The paper describes a methodology to check how representative and fair are a set of default options used in a social networking website. We define, implement and evaluate our method with Facebook and 266 users.

Here is the abstract:

The way users manage access to their information and computers has a tremendous effect on the overall security and privacy of individuals and organizations. Usually, access management is conducted using a choice architecture, a behavioral economics concept that describes the way decisions are framed to users. Studies have consistently shown that the design of choice architectures, mainly the selection of default options, has a strong effect on the final decisions users make by nudging them toward certain behaviors. In this paper, we propose a method for optimizing access control choice architectures in online social networks.

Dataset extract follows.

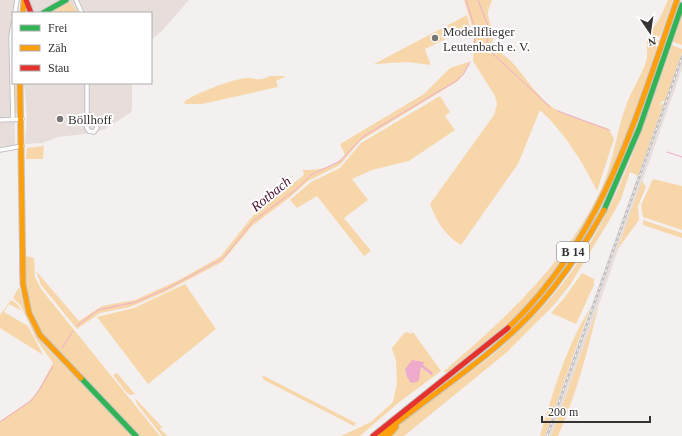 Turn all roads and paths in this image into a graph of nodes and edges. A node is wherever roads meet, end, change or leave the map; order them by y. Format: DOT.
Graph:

We empirically evaluate the methodology on Facebook, the world’s largest online social network, by measuring how well the default options cover the existing user choices and preferences and toward which outcome the choice architecture nudges users. The evaluation includes two parts: a) collecting access control decisions made by 266 users of Facebook for a period of 3 months; and b) surveying 533 participants who were asked to express their preferences regarding default options. We demonstrate how optimal defaults can be algorithmically identified from users’ decisions and preferences, and we measure how existing defaults address users’ preferences compared with the optimal ones. We analyze how access control defaults can better serve existing users, and we discuss how our method can be used to establish a common measuring tool when examining the effects of default options.